Психи выстроились на прием лекарств. Мне тоже пора. Я встал в хвост змеи, питающейся успокоительными, антидепрессантами и прочими продуктами фармакологических компаний. Терпеливо дождался, пока я эволюционирую из хвоста в голову, и вошел в кабинет. Сестра сверилась со списком, выдала мне чашку с водой и таблетку. На этот раз просто белую, без изысков. Я закинул ее в рот, подавил желание разжевать и запил. Гордо показал сестре язык. Причем сделал это с таким энтузиазмом, что, если бы рядом оказался маори, он бы принял меня за своего и пригласил бы исполнить хаку.
Я вернулся в палату, быстро разделся, улегся в кровать и накрылся с головой. Кажется, даже стал просить все возможные высшие силы наслать на меня сон. Не сработало. Я очень долго лежал с закрытыми глазами, но ничего не получилось. Сон не пришел. Хуже того, периодически простреливало ухо, причем с каждым разом как будто сильнее.
Мало-помалу я стал возвращаться к мыслям о книге. Меня как будто засасывало туда. Это похоже на ощущение, когда смотришь на что-то отвратительное, но не можешь отвернуться. Я не думал о чем-то конкретном, просто как бы прокручивал разные образы, связанные с моим героем.
Вот он бежит через простреливаемое пространство. Ноги жжет от усталости, легкие от недостатка кислорода, пот щиплет глаза. Вокруг что-то свистит. Но если свистит — значит, не твоя, свою пулю не услышишь. Глухо бухнул минометной разрыв, и человеку справа спереди распороло живот. Кажется, даже было видно мелькнувший осколок и образовавшуюся кровавую взвесь. Из вспоротого живота посыпалась требуха. Останавливаться нельзя — тогда точно конец. Бедолага хватает свои же кишки руками, но всего не удержать. Что-то волочется за ним по пыли. А он бежит.

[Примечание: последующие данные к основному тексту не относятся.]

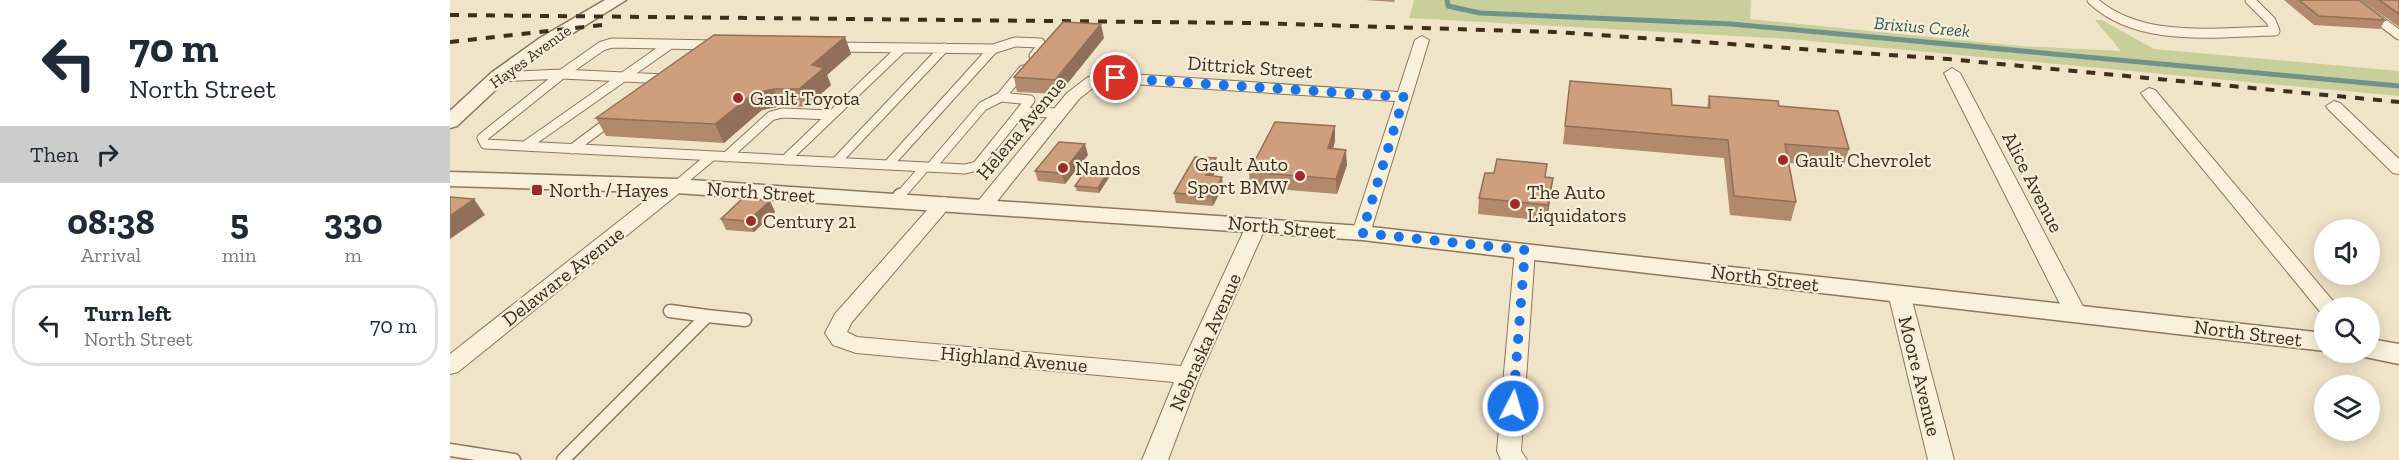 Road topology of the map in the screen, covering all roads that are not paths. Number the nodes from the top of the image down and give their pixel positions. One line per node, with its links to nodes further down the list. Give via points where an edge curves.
1 (617, 0): 19 (street, Hayes Avenue, via 568,28)
2 (2092, 0): 3 (lane, via 2114,20 2142,27 2198,32 2274,30 2271,21)
3 (2250, 0)
4 (2353, 0): 5 (lane)
5 (2399, 35)
6 (1422, 40): 25 (street)
7 (669, 44): 8 (lane); 17 (lane, via 602,46); 18 (lane)
8 (713, 45): 9 (lane); 14 (lane)
9 (724, 45)
10 (819, 47): 11 (lane)
11 (902, 48): 12 (lane); 31 (lane)
12 (944, 48): 13 (lane); 38 (lane)
13 (993, 49): 24 (lane, via 1015,42 1040,43 1041,47); 39 (lane)
14 (704, 52)
15 (676, 72): 20 (lane)
16 (1952, 72): 53 (street, Alice Avenue)
17 (562, 74): 18 (lane); 19 (lane); 33 (lane, via 482,138 485,144)
18 (624, 76): 20 (lane); 33 (lane)
19 (498, 77): 28 (street, Hayes Avenue)
20 (667, 79): 22 (lane)
21 (1094, 80): 25 (street, Dittrick Street, via 1116,78); 29 (street, Helena Avenue)
22 (658, 86)
23 (2149, 93): 51 (street)
24 (1001, 97): 27 (lane, via 1030,100); 40 (lane, via 983,106)
25 (1404, 97): 48 (street)
26 (2334, 106): 41 (street)
27 (1021, 111): 29 (lane); 40 (lane, via 977,166)
28 (458, 112): 32 (street, Hayes Avenue)
29 (1058, 113): 46 (street, Helena Avenue)
30 (620, 114): 34 (lane)
31 (831, 115): 36 (lane, via 771,116); 37 (lane)
32 (450, 122)
33 (525, 146): 34 (lane)
34 (572, 149): 35 (lane)
35 (712, 156): 36 (lane); 43 (lane)
36 (726, 157): 37 (lane)
37 (785, 160): 38 (lane)
38 (836, 162): 39 (lane)
39 (888, 165): 40 (lane)
40 (928, 167): 44 (lane)
41 (2399, 169)
42 (450, 179): 43 (street, North Street)
43 (676, 186): 44 (street, North Street); 59 (street, Delaware Avenue)
44 (896, 200): 45 (street, North Street)
45 (944, 203): 46 (street, North Street); 60 (street, Highland Avenue, via 843,319 836,333 841,340 867,346)
46 (983, 206): 47 (street, North Street)
47 (1257, 224): 48 (street, North Street); 60 (street, Nebraska Avenue)
48 (1362, 233): 49 (street, North Street)
49 (1525, 250): 50 (street, North Street); 65 (street, via 1509,451)
50 (1899, 293): 53 (street, North Street); 66 (street, Moore Avenue)
51 (2320, 297)
52 (670, 311): 54 (lane)
53 (2075, 312): 56 (street, North Street)
54 (708, 316): 55 (lane); 63 (lane)
55 (745, 320)
56 (2314, 341)
57 (2380, 351): 58 (street)
58 (2399, 354)
59 (450, 366)
60 (1188, 375): 64 (street, Nebraska Avenue)
61 (450, 450): 62 (lane)
62 (514, 460)
63 (563, 460)
64 (1155, 460)
65 (1514, 460)
66 (1941, 460) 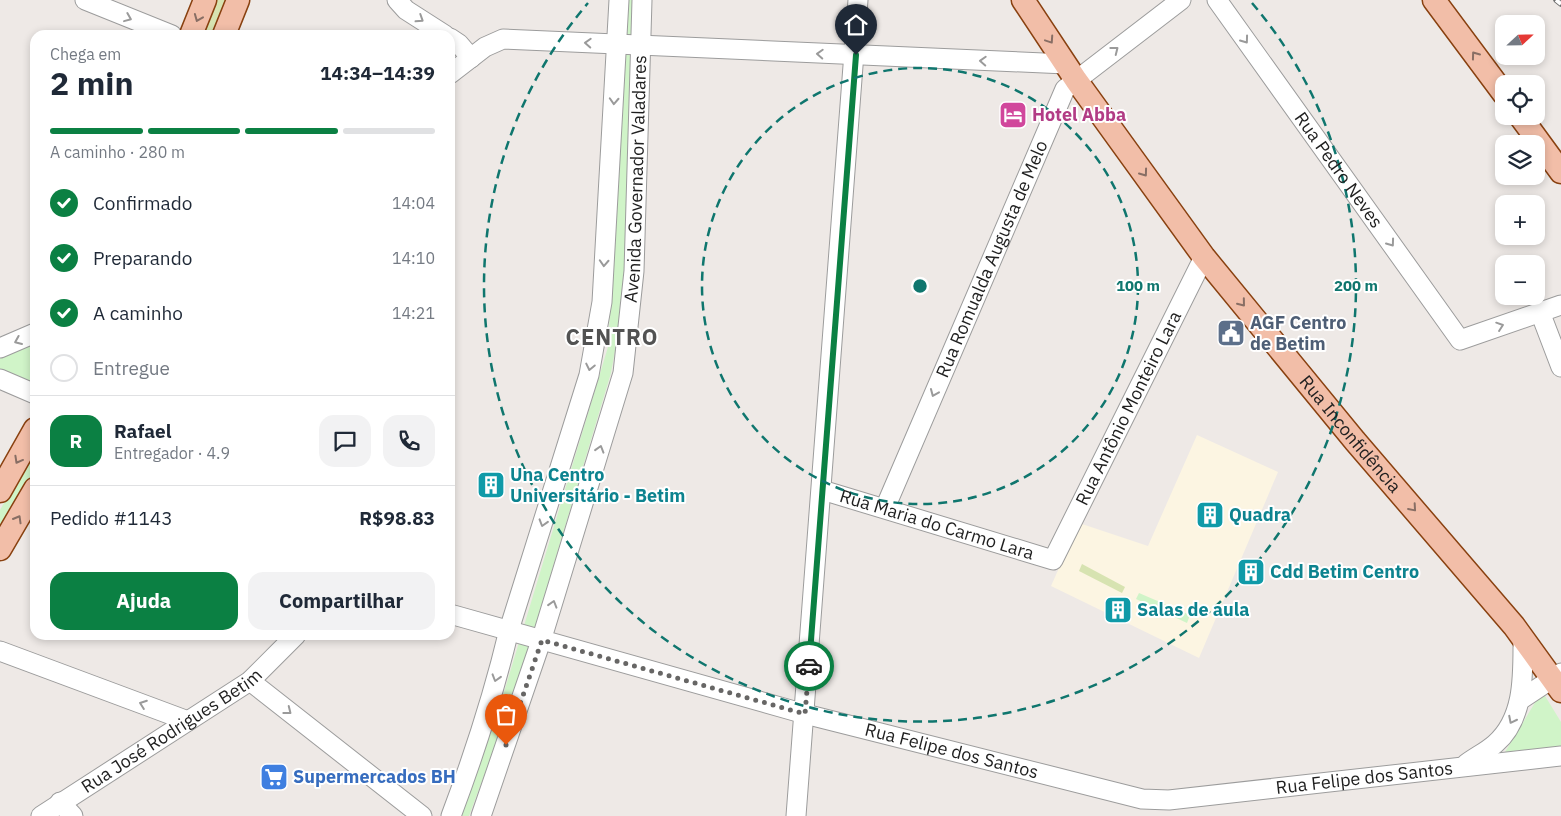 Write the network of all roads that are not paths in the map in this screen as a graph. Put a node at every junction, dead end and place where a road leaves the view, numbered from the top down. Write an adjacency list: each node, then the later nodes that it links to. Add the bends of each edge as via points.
1 (85, 0): 12 (street, one-way to 12)
2 (205, 0): 13 (main road, one-way to 13)
3 (238, 0): 14 (main road)
4 (397, 0): 15 (street, one-way to 15, via 406,10)
5 (619, 0): 17 (street, Avenida Governador Valadares)
6 (642, 0): 18 (street, Avenida Governador Valadares)
7 (858, 0): 19 (street)
8 (1023, 0): 22 (main road, Rua Inconfidência, one-way to 22)
9 (1181, 0): 22 (street, Rua Romualda Augusta de Melo, one-way to 9)
10 (1217, 0): 28 (street, Rua Pedro Neves, one-way to 28, via 1460,340)
11 (1434, 0): 23 (main road, one-way to 11)
12 (160, 30)
13 (193, 30)
14 (226, 30)
15 (437, 30)
16 (455, 41): 20 (street)
17 (617, 44): 18 (street); 20 (street, one-way to 20, via 503,40 485,47); 42 (street, Avenida Governador Valadares, one-way to 42, via 598,331 589,375)
18 (640, 46): 19 (street, one-way to 18); 45 (street, Avenida Governador Valadares, one-way to 18, via 623,373 634,271)
19 (856, 55): 22 (street, one-way to 19); 35 (street)
20 (471, 58): 21 (street)
21 (455, 70)
22 (1071, 72): 26 (main road, Rua Inconfidência, one-way to 26); 38 (street, Rua Romualda Augusta de Melo, one-way to 38)
23 (1495, 82)
24 (1527, 125): 25 (main road)
25 (1561, 172)
26 (1204, 257): 40 (street, Rua Antônio Monteiro Lara); 43 (main road, Rua Inconfidência, one-way to 43)
27 (1561, 306): 28 (street)
28 (1540, 312): 31 (street)
29 (30, 335): 30 (street, one-way to 30)
30 (0, 348)
31 (1561, 367)
32 (0, 378): 33 (street)
33 (30, 392)
34 (30, 438): 36 (main road, one-way to 36)
35 (822, 490): 38 (street, Rua Maria do Carmo Lara); 50 (street)
36 (0, 491)
37 (30, 498): 39 (main road, one-way to 37)
38 (885, 508): 40 (street, Rua Maria do Carmo Lara)
39 (0, 549)
40 (1053, 560)
41 (455, 615): 42 (street, Rua Felipe dos Santos)
42 (509, 630): 45 (street, Rua Felipe dos Santos); 58 (street, Avenida Governador Valadares, one-way to 58)
43 (1523, 638): 48 (main road, Rua Inconfidência); 49 (street, Rua Felipe dos Santos)
44 (291, 640): 47 (street, Rua José Rodrigues Betim)
45 (542, 640): 50 (street, Rua Felipe dos Santos); 59 (street, Avenida Governador Valadares)
46 (0, 651): 51 (street, one-way to 46)
47 (250, 681): 51 (street, Rua José Rodrigues Betim); 57 (street, one-way to 57)
48 (1559, 681): 49 (street)
49 (1520, 700): 53 (street, Rua Felipe dos Santos, one-way to 53, via 1512,722 1496,743)
50 (805, 714): 54 (street, Rua Felipe dos Santos); 60 (street)
51 (188, 721): 55 (street, Rua José Rodrigues Betim)
52 (1561, 756): 53 (street, Rua Felipe dos Santos)
53 (1463, 766): 54 (street, Rua Felipe dos Santos, via 1169,800)
54 (1142, 808)
55 (67, 809): 56 (street, Rua José Rodrigues Betim)
56 (41, 816)
57 (422, 816)
58 (452, 816)
59 (481, 816)
60 (796, 816)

Он уже потом потеряет сознание. В относительно безопасном месте. Потом будет полевой госпиталь, где его требуху будут натурально промывать в тазу. Потом зашьют. И ничего. Будет жить. Осколок просто вспорол живот, не задел вообще ничего.
А вот кому-то не повезло. Маленькая пулька в живот. Ничего вроде бы особо впечатляющего. Сепсис. Почему так бывает?
Я понял, что провалился в сон и смотрю набор военно-патриотических кошмаров. Разбудил себя, собрав все силы, и некоторое время лежал, слушая ночные звуки дурки. Они как бы фиксировали меня в реальности. Восстанавливали в нормальной системе координат.
Итак, литература — это не жизнь. Нужно ответить на два вопроса. Нужно хотя бы придумать обстоятельства, создавшие чудовище. Потеря руки? Все, что я знаю, — что у моего героя взорвался в руках гранатомет. И то, что он вообще остался жив, — это фантастическое везение. Небывалое и абсолютно невозможное. Я бы даже сказал, сказочное. Да, литература — это не жизнь. Жизнь намного невероятнее.
Я почему-то очень живо представил этот момент. Взрыв, оглушение, дезориентация. Все плывет перед глазами, звенит в ушах. Невозможно сообразить, что происходит, где ты, даже кто ты. Взгляд упирается в то, что было когда-то рукой. Кровавая культя на месте кисти и длинная лента кожи, на которой висит большой палец. Вот и все, что осталось.